I asked Lee to tell me about his favorite finds. "Two or three memorable finds stick out in my head from the last year of hunting your fair country", Lee tells me. "One is my first old coin, a Vermont copper found at a park - and still the deepest coin I've ever found. I still have no idea how the Coinmaster picked it up as deep as it did."

"The next is my 1798/99 large cent found on the front lawn of one of the 10 adventurer's houses at only 2 inches deep."

"And last but not least - my day out with Angel. I found nothing but an old button, but to be there when he pulled out a Barber quarter and later a Spanish reale was one of the high points of my life, let alone my metal detecting career!"

Lee and his wife

Lee prefers to detect old parks and open fields, but also loves to detect old cellar holes although he claims to have never found "anything worth mentioning".

"I now go detecting a lot with my mates ChrisinCT, bama, and whoever else wants to come along and enjoy the madness which is 'Lee and Chris go hunting!!!'"

When I asked Lee what advice he would give newcomers to the hobby, Lee responded, "Although I've only been detecting over here for just over a year and feel woefully inadequate to give any of you advice on this hobby, a few things do stick out. The most important in my view is something Angel said to me: 'Work slow and try to disregard the shallow signals - try and tune them out.'"
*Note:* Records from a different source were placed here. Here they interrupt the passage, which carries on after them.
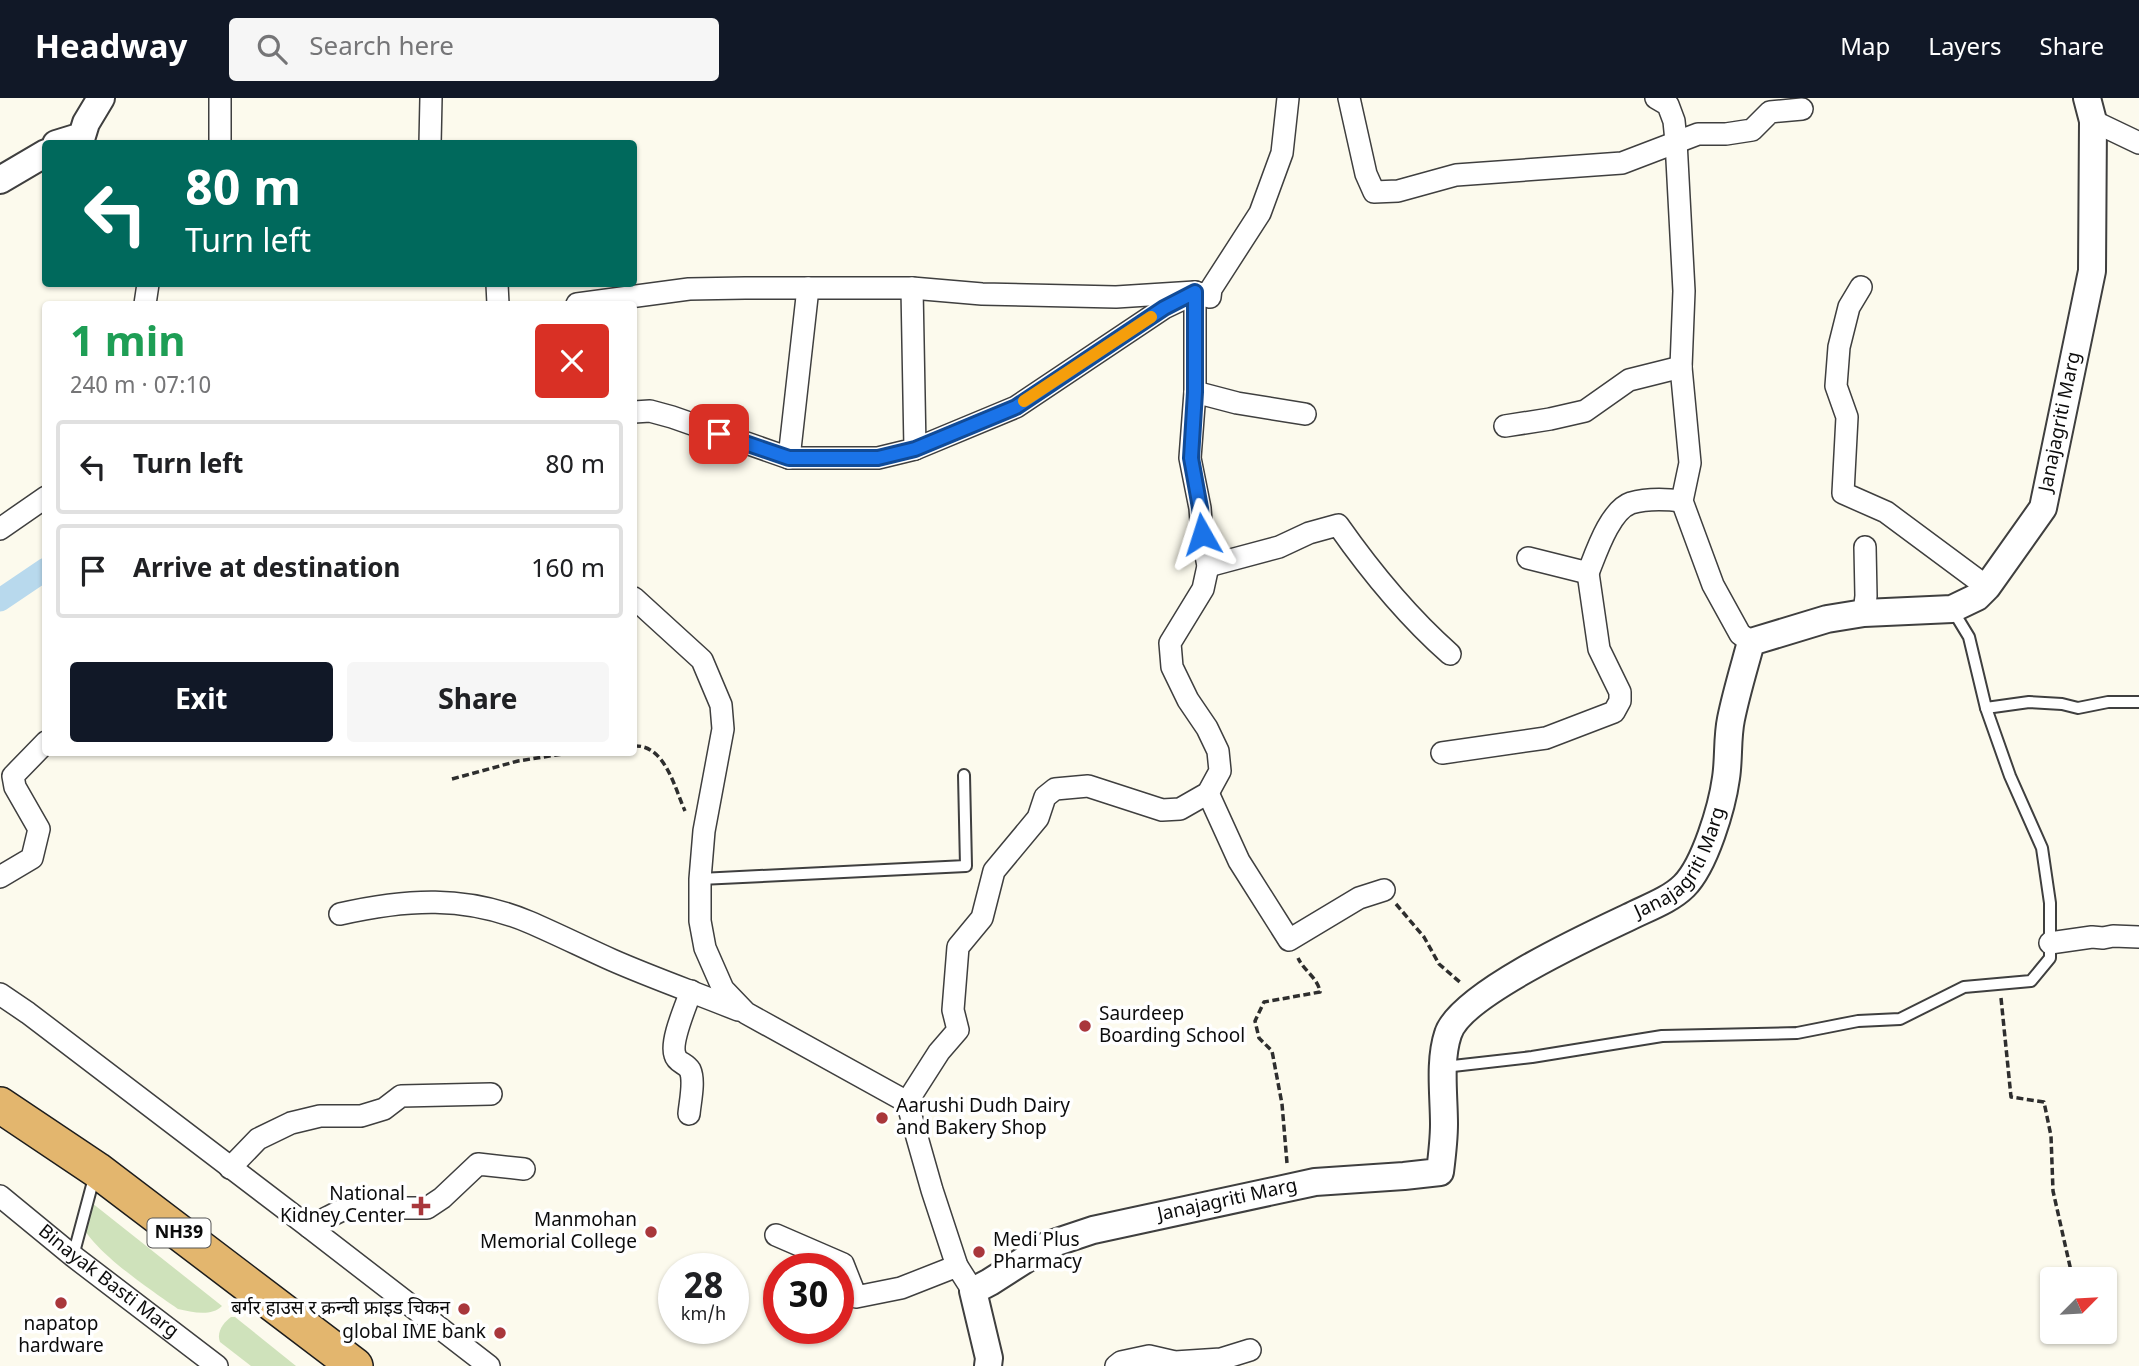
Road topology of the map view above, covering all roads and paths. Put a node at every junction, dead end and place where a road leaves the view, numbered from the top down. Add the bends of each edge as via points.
1 (101, 98) edge
2 (220, 98) edge
3 (431, 98) edge
4 (1289, 98) edge
5 (1349, 98) edge
6 (1656, 98) edge
7 (1802, 109) dead end
8 (2090, 109) edge
9 (69, 140) edge
10 (220, 140) edge
11 (430, 140) edge
12 (1676, 141) junction
13 (2139, 143) edge
14 (42, 155) edge
15 (0, 180) edge
16 (1861, 287) dead end
17 (808, 288) junction
18 (912, 288) junction
19 (1195, 292) junction
20 (599, 301) edge
21 (1681, 367) junction
22 (1195, 392) junction
23 (637, 412) edge
24 (1305, 414) dead end
25 (1505, 426) dead end
26 (915, 449) junction
27 (789, 458) junction
28 (42, 500) edge
29 (1682, 501) junction
30 (0, 530) edge
31 (1865, 547) dead end
32 (1528, 558) dead end
33 (1208, 566) junction
34 (1588, 573) junction
35 (1987, 587) junction
36 (637, 601) edge
37 (1952, 609) junction
38 (1864, 613) junction
39 (1751, 642) junction
40 (1450, 654) dead end
41 (2139, 702) edge
42 (1986, 708) junction
43 (42, 746) edge
44 (637, 746) edge
45 (1442, 753) dead end
46 (550, 756) edge
47 (964, 775) dead end
48 (452, 779) dead end
49 (1208, 793) junction
50 (704, 831) junction
51 (0, 877) edge
52 (700, 878) junction
53 (1384, 890) joint
54 (340, 914) dead end
55 (2139, 937) edge
56 (1289, 940) junction
57 (2050, 943) junction
58 (2001, 985) junction
59 (691, 991) junction
60 (0, 994) edge
61 (1480, 999) junction
62 (746, 1013) junction
63 (1444, 1067) junction
64 (491, 1094) dead end
65 (907, 1102) junction
66 (0, 1105) edge
67 (689, 1114) dead end
68 (230, 1168) junction
69 (524, 1169) dead end
70 (97, 1170) junction
71 (1291, 1187) junction
72 (0, 1196) edge
73 (309, 1227) junction
74 (776, 1235) dead end
75 (73, 1256) junction
76 (957, 1266) junction
77 (2070, 1267) edge
78 (973, 1291) junction
79 (1250, 1350) dead end
80 (217, 1366) edge
81 (355, 1366) edge
82 (489, 1366) edge
83 (988, 1366) edge
84 (1115, 1366) edge

1 - 9 street via 82,136
2 - 10 street
3 - 11 street
4 - 19 street via 1282,153 1260,214 1210,297
5 - 12 street via 1374,192 1398,191 1456,175 1622,163
6 - 12 street via 1668,105
7 - 12 street via 1770,112 1752,131 1698,134
8 - 13 street
8 - 35 street, Janajagriti Marg via 2092,271 2043,508
12 - 21 street via 1684,291
14 - 15 street
16 - 35 street via 1849,307 1839,347 1836,386 1847,417 1843,493 1886,512
17 - 18 street
17 - 20 street via 689,289
17 - 27 street
18 - 19 street via 1116,297
18 - 26 street
19 - 22 street
19 - 26 street via 1016,407
21 - 25 street via 1629,380 1585,411
21 - 29 street via 1690,463
22 - 24 street
22 - 33 street via 1191,458
23 - 27 street via 672,417
26 - 27 street via 878,458
28 - 30 street
29 - 34 street via 1628,503 1612,519
29 - 39 street via 1713,585 1740,634
31 - 38 street
32 - 34 street
33 - 40 street via 1338,525 1368,567
33 - 49 street via 1203,589 1170,643 1172,667 1218,751 1220,771
34 - 45 street via 1599,649 1620,692 1614,712 1546,738
35 - 37 street, Janajagriti Marg
36 - 50 street via 702,660 721,705 723,729
37 - 38 street, Janajagriti Marg
37 - 42 lane via 1969,637
38 - 39 street, Janajagriti Marg via 1826,619
39 - 61 street, Janajagriti Marg via 1730,721 1726,779 1713,828 1698,868 1684,887 1569,946
41 - 42 lane via 2078,708 2029,702
42 - 57 lane via 2042,848
43 - 51 street via 13,775 39,829 32,858
44 - 50 path via 663,762 693,827
46 - 48 path
47 - 52 lane via 966,866
49 - 56 street via 1239,861
49 - 65 street via 1180,809 1161,810 1088,786 1055,789 1045,797 1038,818 994,871 982,918 958,947 953,1010 958,1030
50 - 52 street
52 - 62 street via 699,921 705,948 723,989
53 - 56 street via 1359,898
53 - 61 path via 1424,937 1438,964
54 - 59 street via 399,902 482,907 531,922
55 - 57 street
56 - 71 path via 1320,992 1264,1002 1255,1021 1259,1038 1272,1051
57 - 58 lane via 2050,958 2031,981
58 - 63 lane via 1964,987 1900,1019 1858,1021 1797,1033 1662,1036
58 - 77 path via 2011,1097 2044,1102 2051,1136 2053,1191
59 - 62 street
59 - 67 street via 674,1051 692,1078
60 - 68 street
61 - 63 street, Janajagriti Marg via 1448,1032
62 - 65 street
63 - 71 street, Janajagriti Marg via 1440,1172
64 - 68 street via 401,1096 384,1109 361,1116 320,1116 292,1123 258,1139
65 - 76 street
66 - 70 highway, NH39
68 - 73 street
69 - 73 street via 478,1164 427,1208 346,1208
70 - 75 lane
70 - 81 highway, NH39
71 - 78 street, Janajagriti Marg via 1093,1230 1048,1245
72 - 75 street, Binayak Basti Marg
73 - 82 street
74 - 76 street via 843,1264 856,1297 901,1287
75 - 80 street, Binayak Basti Marg
76 - 78 street
78 - 83 street
79 - 84 street via 1221,1359 1175,1362 1149,1356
1750 King George II Copper

"'Never walk away from a good signal' is another good one. Personally I love getting a good signal under a massive tree root and digging under it. If the root's that big the thing under it must be old!"
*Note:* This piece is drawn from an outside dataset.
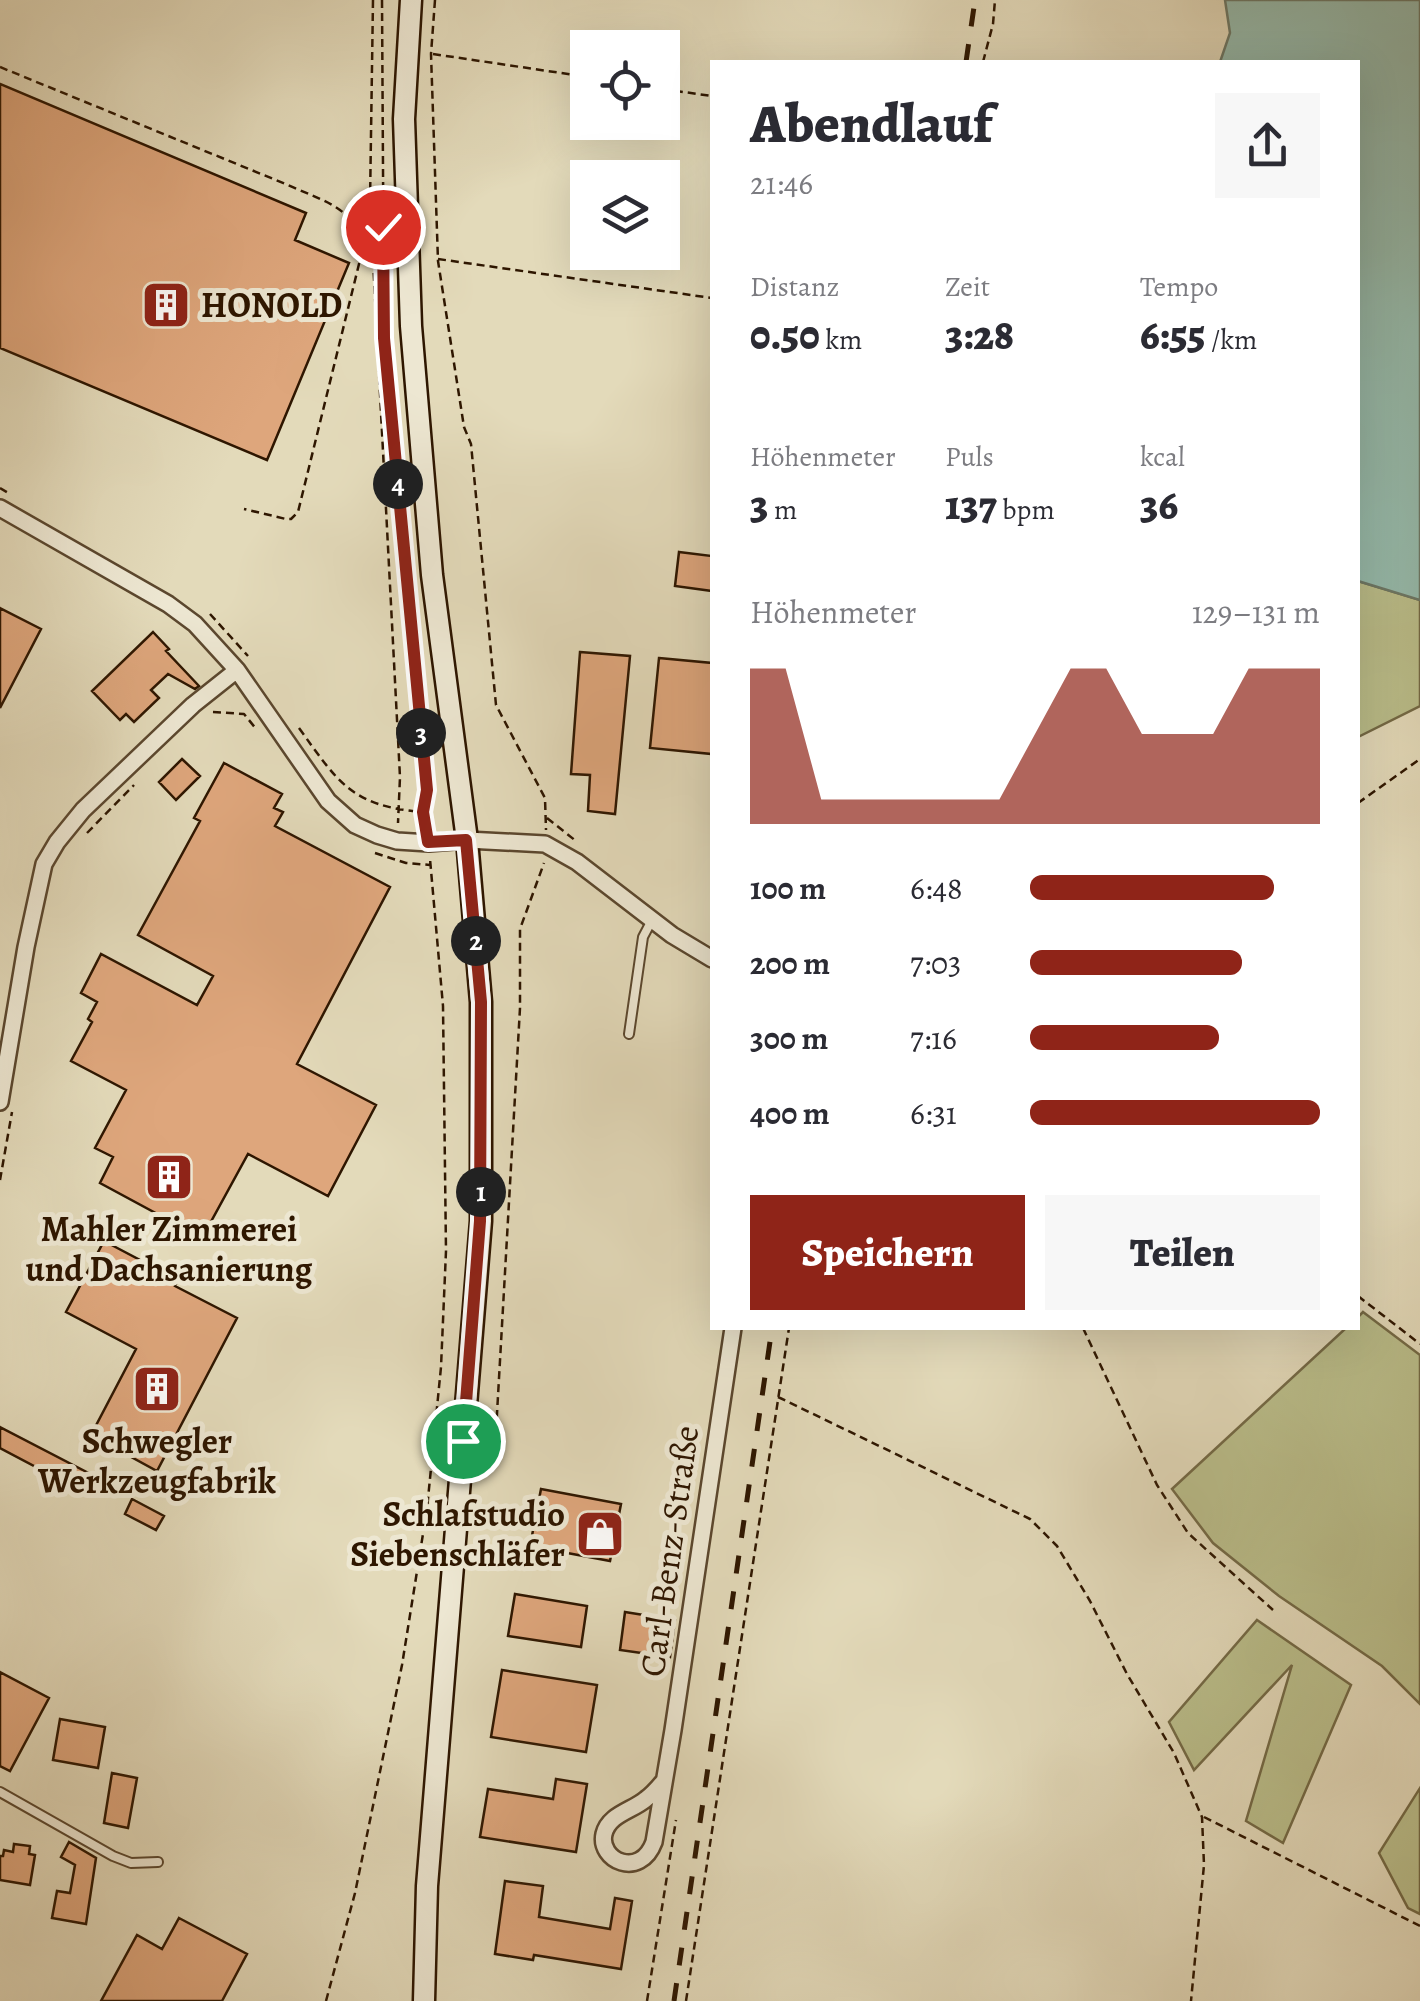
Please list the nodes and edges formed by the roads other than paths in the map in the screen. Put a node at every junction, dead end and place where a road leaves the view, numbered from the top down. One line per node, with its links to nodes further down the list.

"And last but not least, make friends with a detectorist who has been doing it for few years. Their knowledge is invaluable. Go out with them, learn from them. I've had the pleasure of hunting with Angel and just recently Paul (CTDirtFisher), and what they told me will only make me a better detectorist."

Although Lee does want to upgrade from the Coinmaster, he says "I have no idea why? This thing is a coin magnet! And it paid for itself in the first 4 months of owning it. As ChrisinCT says 'Why - I've got a v3i and you find just as much as me if not more you crazy Brit!'"

"I can't 'big up' the White's Coinmaster enough. to anybody starting out this machine for 189 bucks is just amazing."

From my own observation, some of Lee's most interesting recent posts include his finds of a lead soldier and gold ring dug during the last couple of weeks.

Lee finishes with the following: "I would just like to thank Angel and Epi for running a fantastically addictive forum and giving me the chance to ramble on like some sort of nutcase British bloke... oh hold on... that's what I am!"

"Good luck to all and happy hunting."

Lee with his dog

I will add here, from my own perspective, one thing that I recall about Lee that - in my opinon - says much about his character. Not long after the Connecticut school shootings, during the time that it was weighing heavily on all our minds, there was a post on our "Off-Topic" forum from a member wondering why other members were not discussing this event. Lee's response, which struck a chord with me personally, was the following: "Sometimes silence speaks a thousand words, and in this case I think it shows by the lack of posts just how we all feel."

Thank you Lee for your friendship and contributions to American Detectorist!